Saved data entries

▼▼▼

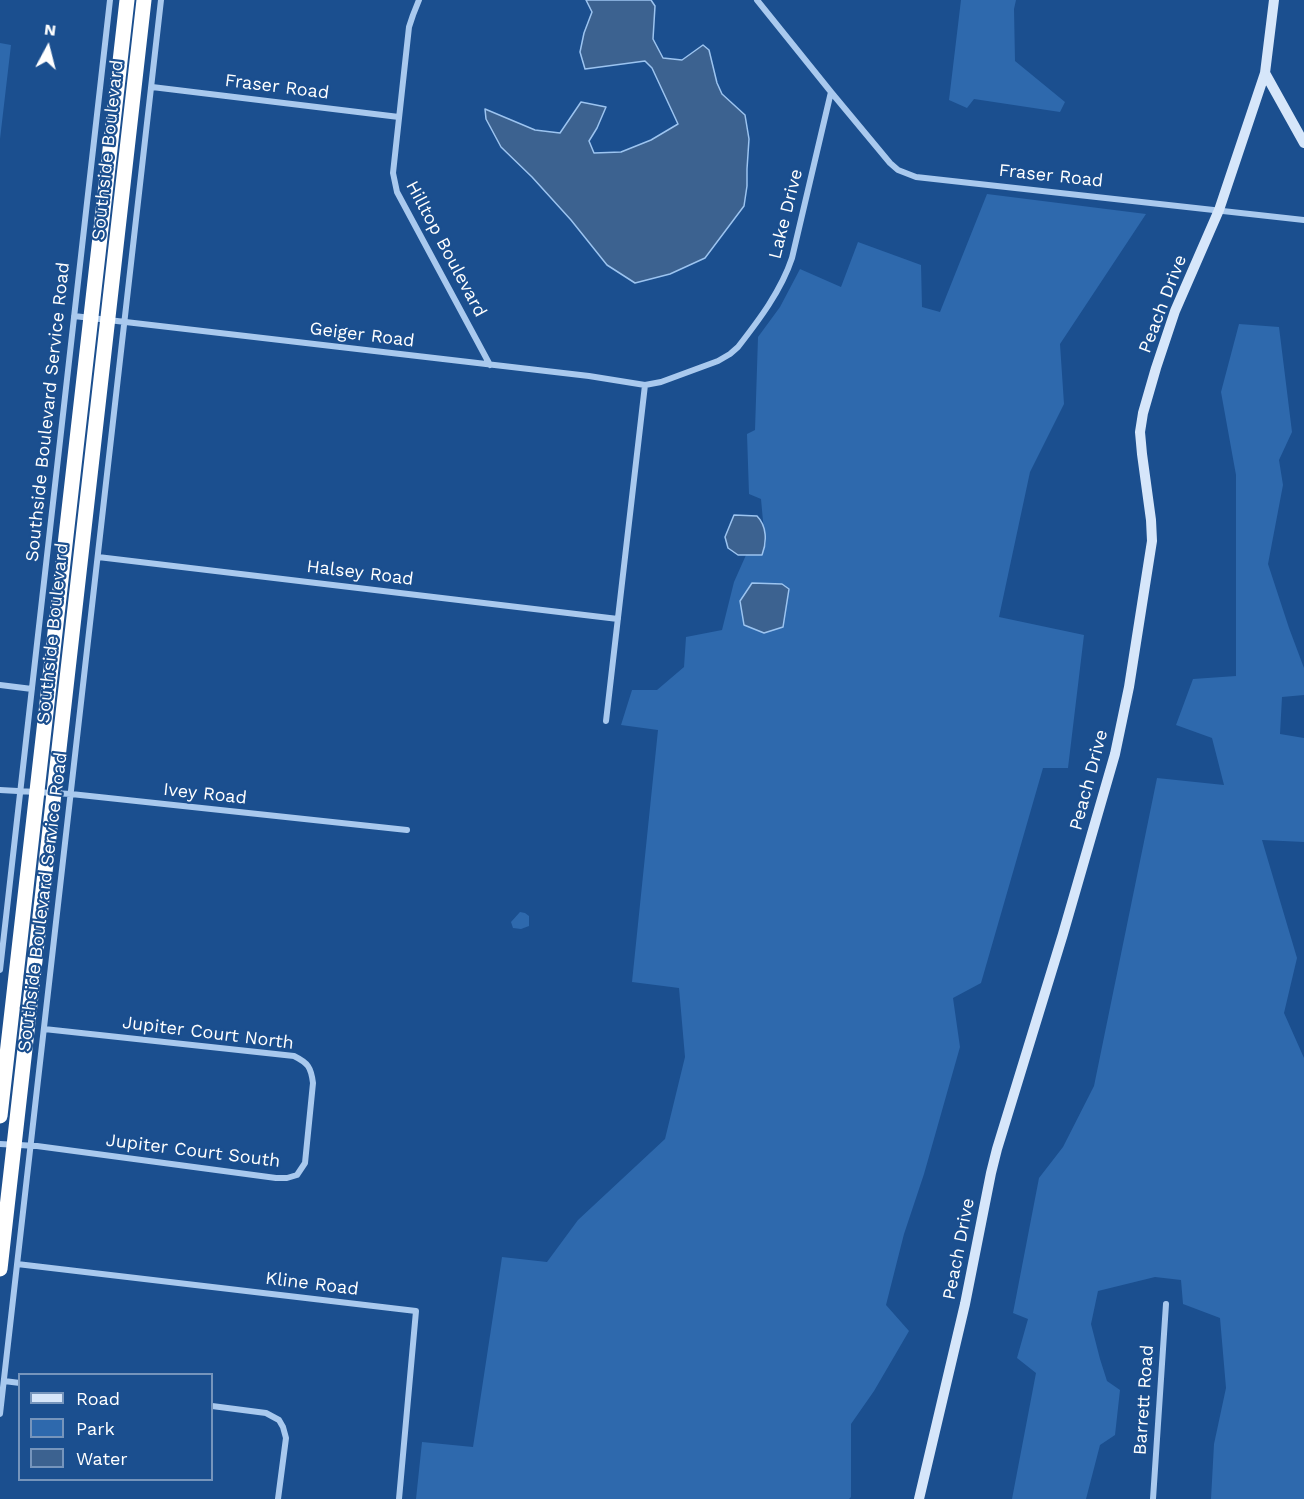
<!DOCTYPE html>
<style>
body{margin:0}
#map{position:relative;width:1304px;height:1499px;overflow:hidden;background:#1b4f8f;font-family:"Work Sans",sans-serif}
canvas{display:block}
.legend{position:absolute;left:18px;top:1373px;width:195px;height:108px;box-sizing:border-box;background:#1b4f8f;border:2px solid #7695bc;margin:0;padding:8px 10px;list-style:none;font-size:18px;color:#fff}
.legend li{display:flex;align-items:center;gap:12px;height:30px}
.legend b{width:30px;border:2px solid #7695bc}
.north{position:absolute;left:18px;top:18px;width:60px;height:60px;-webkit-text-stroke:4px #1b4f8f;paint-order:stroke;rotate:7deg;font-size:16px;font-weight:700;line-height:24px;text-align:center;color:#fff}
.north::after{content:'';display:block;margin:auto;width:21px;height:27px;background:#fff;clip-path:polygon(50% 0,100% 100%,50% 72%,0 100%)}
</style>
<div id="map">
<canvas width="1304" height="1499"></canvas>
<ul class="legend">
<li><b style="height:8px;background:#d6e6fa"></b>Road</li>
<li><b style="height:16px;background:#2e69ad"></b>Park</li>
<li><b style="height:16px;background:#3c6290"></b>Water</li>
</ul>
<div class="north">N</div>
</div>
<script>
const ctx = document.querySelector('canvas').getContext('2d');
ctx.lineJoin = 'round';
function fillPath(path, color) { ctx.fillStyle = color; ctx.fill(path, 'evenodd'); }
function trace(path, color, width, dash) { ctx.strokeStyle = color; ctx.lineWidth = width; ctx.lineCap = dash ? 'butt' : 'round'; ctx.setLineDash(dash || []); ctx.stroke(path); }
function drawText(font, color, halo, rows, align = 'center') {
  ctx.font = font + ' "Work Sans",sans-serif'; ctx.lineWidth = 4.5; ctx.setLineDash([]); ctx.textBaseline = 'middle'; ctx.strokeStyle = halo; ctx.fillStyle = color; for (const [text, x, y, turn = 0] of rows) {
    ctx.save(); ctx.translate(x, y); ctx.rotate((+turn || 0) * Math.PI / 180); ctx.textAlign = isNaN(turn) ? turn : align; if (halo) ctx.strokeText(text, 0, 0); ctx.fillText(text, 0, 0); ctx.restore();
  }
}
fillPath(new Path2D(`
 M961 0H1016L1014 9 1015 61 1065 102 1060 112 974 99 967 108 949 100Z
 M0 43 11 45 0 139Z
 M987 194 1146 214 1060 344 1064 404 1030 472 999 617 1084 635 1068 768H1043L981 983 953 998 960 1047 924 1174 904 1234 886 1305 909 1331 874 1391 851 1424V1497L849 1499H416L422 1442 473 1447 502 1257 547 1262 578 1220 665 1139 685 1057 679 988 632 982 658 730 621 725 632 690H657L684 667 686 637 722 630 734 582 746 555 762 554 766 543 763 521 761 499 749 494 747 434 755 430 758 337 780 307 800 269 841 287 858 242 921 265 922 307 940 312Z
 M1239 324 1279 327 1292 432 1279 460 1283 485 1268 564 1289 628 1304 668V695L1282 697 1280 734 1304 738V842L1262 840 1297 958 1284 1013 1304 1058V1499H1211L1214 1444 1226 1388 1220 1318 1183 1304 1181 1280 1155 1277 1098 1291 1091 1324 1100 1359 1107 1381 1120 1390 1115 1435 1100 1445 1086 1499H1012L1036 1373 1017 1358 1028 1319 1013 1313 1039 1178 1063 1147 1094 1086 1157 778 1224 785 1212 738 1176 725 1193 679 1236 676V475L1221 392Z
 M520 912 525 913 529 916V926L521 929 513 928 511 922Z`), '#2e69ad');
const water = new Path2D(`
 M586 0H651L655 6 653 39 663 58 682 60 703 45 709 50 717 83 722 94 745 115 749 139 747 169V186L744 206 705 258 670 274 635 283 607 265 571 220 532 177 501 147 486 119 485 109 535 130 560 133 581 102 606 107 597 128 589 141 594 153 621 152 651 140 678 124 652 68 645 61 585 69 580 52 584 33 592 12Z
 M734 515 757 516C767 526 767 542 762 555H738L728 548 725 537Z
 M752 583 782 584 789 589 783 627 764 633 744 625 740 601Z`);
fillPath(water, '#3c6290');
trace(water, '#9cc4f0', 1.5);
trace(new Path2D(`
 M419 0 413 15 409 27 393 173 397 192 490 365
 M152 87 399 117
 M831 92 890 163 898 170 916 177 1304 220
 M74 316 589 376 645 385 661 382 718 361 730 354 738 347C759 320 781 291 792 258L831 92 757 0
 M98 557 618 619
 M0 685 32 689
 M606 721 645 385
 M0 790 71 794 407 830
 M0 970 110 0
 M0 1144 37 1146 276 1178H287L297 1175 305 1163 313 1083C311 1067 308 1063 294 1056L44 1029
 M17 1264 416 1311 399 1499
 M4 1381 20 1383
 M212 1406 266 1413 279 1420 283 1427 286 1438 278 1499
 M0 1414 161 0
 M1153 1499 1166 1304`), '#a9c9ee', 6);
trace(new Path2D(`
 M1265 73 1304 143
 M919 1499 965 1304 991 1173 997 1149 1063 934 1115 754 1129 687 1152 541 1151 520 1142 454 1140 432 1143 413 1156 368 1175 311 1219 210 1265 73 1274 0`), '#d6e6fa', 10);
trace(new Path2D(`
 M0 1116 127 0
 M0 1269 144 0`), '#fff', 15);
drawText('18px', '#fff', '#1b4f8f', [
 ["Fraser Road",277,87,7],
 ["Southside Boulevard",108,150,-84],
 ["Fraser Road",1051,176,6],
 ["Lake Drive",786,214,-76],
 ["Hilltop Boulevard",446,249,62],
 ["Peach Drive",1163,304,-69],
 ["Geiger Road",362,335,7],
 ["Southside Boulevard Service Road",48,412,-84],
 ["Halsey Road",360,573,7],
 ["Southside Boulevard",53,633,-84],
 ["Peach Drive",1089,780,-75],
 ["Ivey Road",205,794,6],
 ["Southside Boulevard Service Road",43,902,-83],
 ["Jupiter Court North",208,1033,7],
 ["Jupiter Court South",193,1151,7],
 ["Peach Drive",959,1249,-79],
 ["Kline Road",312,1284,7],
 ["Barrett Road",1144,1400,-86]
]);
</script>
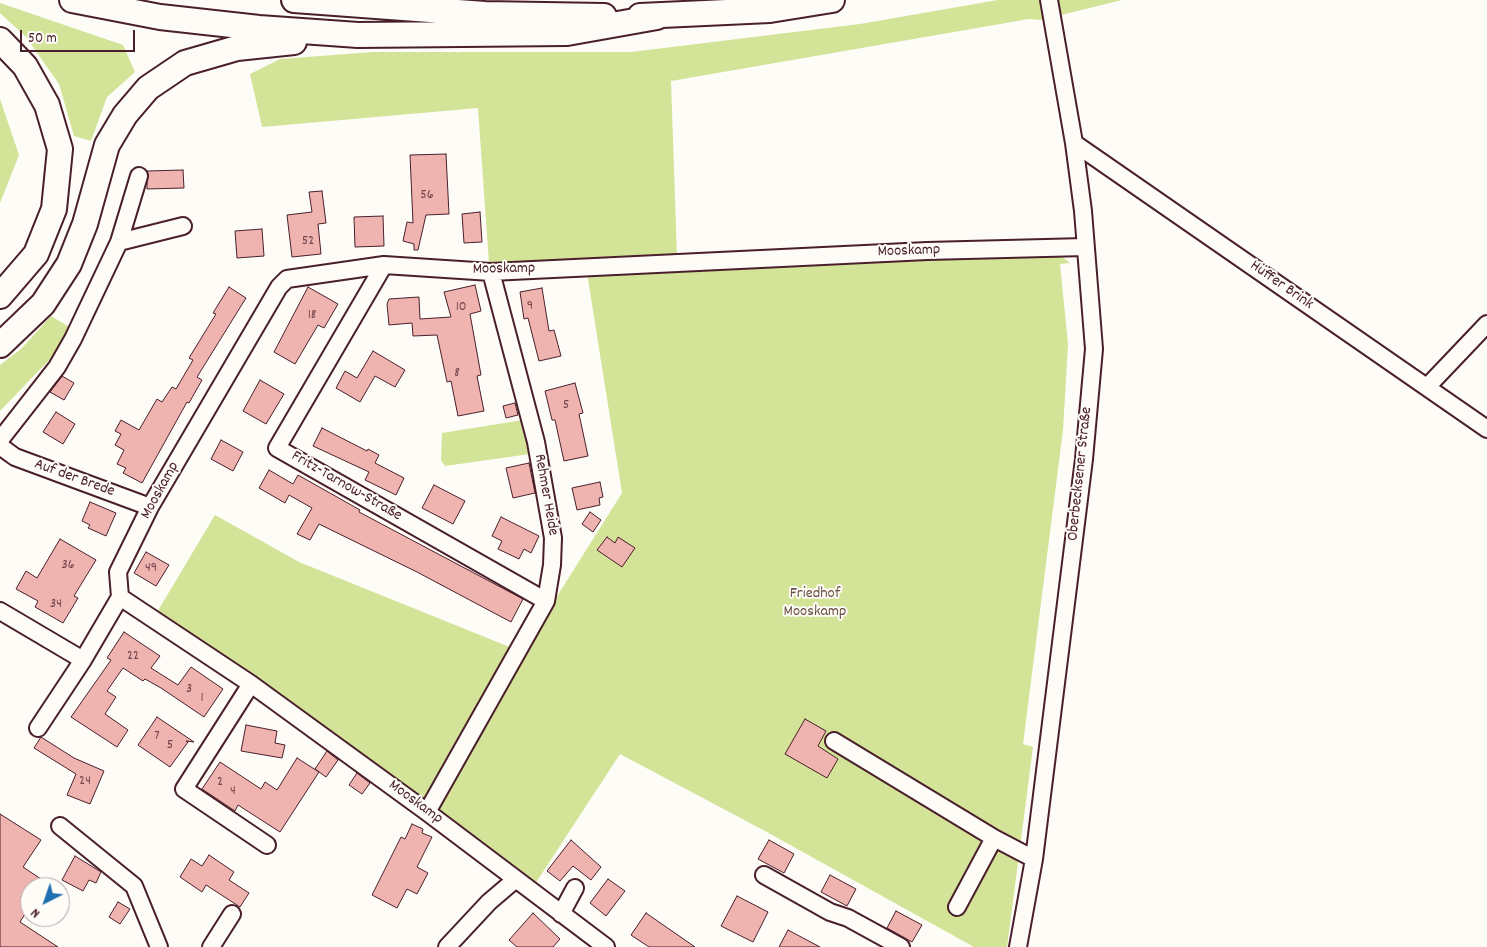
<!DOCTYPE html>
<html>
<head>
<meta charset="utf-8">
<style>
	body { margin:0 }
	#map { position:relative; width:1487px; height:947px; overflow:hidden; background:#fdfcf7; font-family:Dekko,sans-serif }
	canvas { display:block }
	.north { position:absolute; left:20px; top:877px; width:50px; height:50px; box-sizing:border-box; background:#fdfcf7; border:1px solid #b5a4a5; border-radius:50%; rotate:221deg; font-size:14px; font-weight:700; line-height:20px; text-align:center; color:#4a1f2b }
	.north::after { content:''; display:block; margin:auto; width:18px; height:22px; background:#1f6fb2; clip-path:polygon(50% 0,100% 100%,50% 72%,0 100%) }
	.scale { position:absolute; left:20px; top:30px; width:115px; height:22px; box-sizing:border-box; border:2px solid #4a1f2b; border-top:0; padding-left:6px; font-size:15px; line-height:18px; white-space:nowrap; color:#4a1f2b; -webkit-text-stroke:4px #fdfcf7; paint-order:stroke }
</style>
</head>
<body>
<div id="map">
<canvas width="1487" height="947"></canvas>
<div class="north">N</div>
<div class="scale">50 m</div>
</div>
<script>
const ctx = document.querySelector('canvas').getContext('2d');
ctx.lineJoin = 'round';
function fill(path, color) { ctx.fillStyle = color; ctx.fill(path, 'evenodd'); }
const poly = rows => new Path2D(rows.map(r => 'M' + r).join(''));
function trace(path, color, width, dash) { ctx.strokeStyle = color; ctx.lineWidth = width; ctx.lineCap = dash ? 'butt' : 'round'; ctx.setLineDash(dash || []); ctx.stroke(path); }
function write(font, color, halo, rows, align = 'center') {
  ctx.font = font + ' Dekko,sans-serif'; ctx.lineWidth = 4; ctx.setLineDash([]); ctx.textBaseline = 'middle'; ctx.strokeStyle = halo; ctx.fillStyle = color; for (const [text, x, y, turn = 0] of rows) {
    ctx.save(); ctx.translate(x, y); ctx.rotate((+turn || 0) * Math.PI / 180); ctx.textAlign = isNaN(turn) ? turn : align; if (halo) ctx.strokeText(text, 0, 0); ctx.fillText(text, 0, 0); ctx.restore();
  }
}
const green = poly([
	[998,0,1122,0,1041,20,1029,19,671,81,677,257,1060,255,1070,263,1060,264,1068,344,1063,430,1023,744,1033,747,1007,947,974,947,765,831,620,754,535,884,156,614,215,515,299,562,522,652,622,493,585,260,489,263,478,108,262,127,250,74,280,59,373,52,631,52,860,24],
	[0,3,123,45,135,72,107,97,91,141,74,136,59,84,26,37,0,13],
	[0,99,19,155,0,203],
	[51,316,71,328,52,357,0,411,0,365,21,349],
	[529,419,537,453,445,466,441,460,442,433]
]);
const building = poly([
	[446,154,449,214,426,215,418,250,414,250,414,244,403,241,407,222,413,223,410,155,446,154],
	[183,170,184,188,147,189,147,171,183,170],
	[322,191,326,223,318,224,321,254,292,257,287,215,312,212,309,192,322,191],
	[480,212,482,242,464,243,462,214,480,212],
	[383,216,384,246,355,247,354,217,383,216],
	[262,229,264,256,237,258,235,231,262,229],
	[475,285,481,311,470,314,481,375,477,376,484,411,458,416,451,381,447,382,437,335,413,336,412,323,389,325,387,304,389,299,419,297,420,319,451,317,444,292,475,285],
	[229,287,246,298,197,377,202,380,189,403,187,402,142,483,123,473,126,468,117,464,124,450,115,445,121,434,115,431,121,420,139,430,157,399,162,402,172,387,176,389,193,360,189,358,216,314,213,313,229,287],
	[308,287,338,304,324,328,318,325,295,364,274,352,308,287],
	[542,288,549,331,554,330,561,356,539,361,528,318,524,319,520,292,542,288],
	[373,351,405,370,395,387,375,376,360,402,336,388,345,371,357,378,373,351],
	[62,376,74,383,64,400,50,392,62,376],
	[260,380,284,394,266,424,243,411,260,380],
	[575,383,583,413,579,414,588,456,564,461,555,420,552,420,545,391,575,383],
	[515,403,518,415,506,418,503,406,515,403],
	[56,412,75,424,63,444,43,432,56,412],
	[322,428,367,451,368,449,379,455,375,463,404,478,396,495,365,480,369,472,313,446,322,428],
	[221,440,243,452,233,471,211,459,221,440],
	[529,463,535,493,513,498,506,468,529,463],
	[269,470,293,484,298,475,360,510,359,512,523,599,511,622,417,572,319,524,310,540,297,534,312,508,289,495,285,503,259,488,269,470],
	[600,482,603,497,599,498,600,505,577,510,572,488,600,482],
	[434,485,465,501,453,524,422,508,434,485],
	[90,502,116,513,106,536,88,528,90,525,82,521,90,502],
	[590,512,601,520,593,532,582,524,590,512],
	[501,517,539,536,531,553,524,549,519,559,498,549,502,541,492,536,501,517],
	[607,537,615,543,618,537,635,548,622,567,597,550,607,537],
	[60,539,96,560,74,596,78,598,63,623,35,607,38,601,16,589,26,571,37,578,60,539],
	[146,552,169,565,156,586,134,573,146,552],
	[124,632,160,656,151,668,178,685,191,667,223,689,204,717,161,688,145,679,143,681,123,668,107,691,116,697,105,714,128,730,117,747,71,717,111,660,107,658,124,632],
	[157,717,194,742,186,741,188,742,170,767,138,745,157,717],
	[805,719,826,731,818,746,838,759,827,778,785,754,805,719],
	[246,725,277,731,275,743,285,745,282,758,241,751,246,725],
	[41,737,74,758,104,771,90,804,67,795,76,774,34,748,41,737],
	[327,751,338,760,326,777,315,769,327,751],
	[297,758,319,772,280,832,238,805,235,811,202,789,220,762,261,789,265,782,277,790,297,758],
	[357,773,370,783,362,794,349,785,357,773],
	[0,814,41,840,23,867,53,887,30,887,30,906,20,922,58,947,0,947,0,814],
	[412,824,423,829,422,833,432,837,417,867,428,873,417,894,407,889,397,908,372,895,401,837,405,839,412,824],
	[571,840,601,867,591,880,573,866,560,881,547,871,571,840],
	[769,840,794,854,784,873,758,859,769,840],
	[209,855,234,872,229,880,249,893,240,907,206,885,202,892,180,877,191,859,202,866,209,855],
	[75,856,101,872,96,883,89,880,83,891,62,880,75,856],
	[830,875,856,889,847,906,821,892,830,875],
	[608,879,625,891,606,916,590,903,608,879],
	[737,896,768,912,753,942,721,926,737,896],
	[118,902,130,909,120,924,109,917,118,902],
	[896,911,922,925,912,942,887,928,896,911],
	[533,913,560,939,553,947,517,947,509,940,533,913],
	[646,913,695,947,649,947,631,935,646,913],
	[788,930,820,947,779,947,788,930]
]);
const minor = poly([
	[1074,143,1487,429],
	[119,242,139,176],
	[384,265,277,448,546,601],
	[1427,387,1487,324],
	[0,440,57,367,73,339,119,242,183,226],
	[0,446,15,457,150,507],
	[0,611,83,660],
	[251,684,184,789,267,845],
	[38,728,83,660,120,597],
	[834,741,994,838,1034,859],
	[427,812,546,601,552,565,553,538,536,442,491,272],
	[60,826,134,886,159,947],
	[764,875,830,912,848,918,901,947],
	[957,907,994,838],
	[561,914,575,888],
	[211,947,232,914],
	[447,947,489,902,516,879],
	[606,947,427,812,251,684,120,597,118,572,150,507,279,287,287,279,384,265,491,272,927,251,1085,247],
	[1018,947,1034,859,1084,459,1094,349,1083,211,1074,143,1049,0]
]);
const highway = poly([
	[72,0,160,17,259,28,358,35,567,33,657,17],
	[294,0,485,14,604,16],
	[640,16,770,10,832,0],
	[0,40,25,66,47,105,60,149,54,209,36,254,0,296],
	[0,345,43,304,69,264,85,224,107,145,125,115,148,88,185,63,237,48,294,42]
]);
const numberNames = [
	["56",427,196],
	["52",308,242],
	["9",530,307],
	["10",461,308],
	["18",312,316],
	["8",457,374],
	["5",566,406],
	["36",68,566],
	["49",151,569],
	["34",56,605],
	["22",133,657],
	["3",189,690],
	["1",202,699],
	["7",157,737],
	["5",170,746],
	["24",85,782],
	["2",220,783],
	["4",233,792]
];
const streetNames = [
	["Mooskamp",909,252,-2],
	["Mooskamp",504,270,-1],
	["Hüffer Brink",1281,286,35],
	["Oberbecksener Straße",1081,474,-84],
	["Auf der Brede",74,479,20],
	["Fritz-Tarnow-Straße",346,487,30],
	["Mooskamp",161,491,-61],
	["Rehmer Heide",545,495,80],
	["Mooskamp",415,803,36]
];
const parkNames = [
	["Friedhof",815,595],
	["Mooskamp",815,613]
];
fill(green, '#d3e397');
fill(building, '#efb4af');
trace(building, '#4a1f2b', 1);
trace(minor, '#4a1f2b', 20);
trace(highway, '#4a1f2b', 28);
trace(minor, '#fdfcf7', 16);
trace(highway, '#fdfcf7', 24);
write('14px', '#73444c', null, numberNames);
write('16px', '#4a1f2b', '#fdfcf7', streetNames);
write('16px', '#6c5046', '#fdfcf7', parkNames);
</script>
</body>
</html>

▲▲▲

◆ Task description ◆
Nothing but the lines with "canvas" should be returned, copied from the entries above.

◆ Expected answer ◆
canvas{display:block}
<canvas width="1304" height="1499"></canvas>
const ctx = document.querySelector('canvas').getContext('2d');
	canvas { display:block }
<canvas width="1487" height="947"></canvas>
const ctx = document.querySelector('canvas').getContext('2d');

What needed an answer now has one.